The Reader was a British weekly published from 1863 to 1867. Intended as a review journal, for both science and literature, it has been called "probably the last attempt, in Victorian England, to keep together liberal scientists, theologians, and men of letters."

==History==
The Reader was set up in 1862 by Thomas Hughes and Norman Lockyer, neighbours in Wimbledon, to cover art, religion and science. The first issue appeared on 3 January 1863. The original backers were Christian Socialists. Some of those were bought out, in 1864, by associates of the X Club. The alliance of the groups was uneasy. The Reader was sold in autumn 1865 to Thomas Bendyshe. There were 211 weekly numbers, and the final issue appeared on 12 January 1867.

==Editorial staff==
The first editor was John Malcolm Ludlow, who was succeeded by David Masson. In aiming to review books of all sorts, The Reader resembled in its approach the models Monthly Review and Critical Review of the 18th century. They were followed by J. Dennis, and Thomas Bendyshe.

The editors of the science section were Thomas Henry Huxley and John Tyndall. Lockyer initially had had that job. With Herbert Spencer, he tried to turn around The Reader in 1864 by expanding its science content. But the December 1864 editorial "Science and Church Policy" by Huxley damaged circulation, by offending Christian Socialists.
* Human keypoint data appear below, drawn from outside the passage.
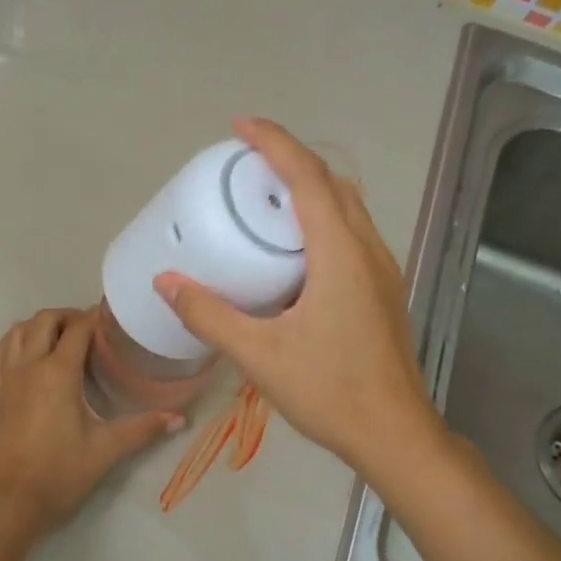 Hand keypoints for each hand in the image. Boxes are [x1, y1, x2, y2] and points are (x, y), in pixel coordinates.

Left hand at [0, 307, 182, 538]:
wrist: (9, 503)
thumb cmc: (59, 474)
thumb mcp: (106, 450)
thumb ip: (143, 429)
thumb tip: (180, 418)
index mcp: (57, 373)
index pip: (78, 328)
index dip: (96, 317)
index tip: (113, 319)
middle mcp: (28, 366)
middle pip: (45, 320)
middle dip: (68, 316)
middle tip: (91, 331)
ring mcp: (6, 379)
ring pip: (18, 331)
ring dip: (40, 325)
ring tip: (61, 338)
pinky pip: (0, 353)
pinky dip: (15, 342)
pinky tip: (28, 354)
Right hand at [154, 118, 437, 477]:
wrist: (393, 434)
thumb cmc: (328, 391)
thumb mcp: (259, 354)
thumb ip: (210, 315)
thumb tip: (167, 282)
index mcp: (340, 254)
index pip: (307, 179)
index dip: (275, 144)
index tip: (240, 126)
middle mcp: (368, 251)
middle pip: (333, 184)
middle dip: (292, 161)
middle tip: (248, 164)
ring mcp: (382, 272)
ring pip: (348, 209)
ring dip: (311, 189)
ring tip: (267, 199)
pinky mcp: (383, 293)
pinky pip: (352, 236)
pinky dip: (323, 220)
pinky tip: (295, 251) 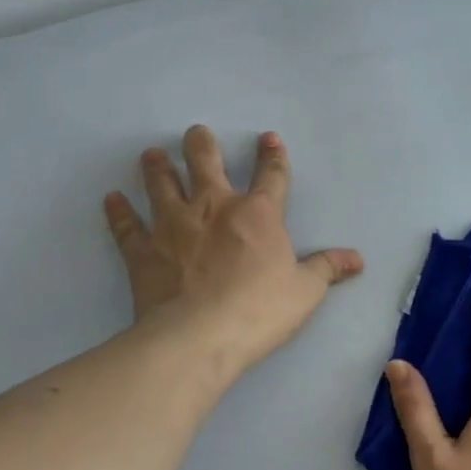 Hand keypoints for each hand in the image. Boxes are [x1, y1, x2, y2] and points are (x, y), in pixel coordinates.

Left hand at [105, 126, 363, 378]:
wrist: (199, 336)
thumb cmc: (260, 311)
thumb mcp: (305, 292)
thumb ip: (328, 269)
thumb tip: (358, 258)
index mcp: (258, 214)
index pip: (271, 175)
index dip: (273, 155)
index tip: (269, 138)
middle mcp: (213, 207)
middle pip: (205, 162)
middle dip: (201, 144)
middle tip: (196, 133)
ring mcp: (173, 225)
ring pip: (162, 183)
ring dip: (157, 167)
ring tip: (153, 153)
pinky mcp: (143, 250)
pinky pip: (127, 225)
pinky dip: (119, 211)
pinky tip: (112, 198)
There came to be flexibility of roles, with Frederick Pollock (1815–1888) taking on some responsibility in mid-1865.

==Contributors==
In April 1863 a list of 51 contributors was published.

- George Edward Roberts
- Alfred Russel Wallace contributed eight papers
- John Richard de Capel Wise

==Legacy==
While the scientific content of The Reader ended with Bendyshe's ownership, the scientific group supplying it was the milieu for the founding of Nature in 1869. As far as Bendyshe's interests in human diversity went, James Hunt set up as successor the Popular Magazine of Anthropology in early 1866.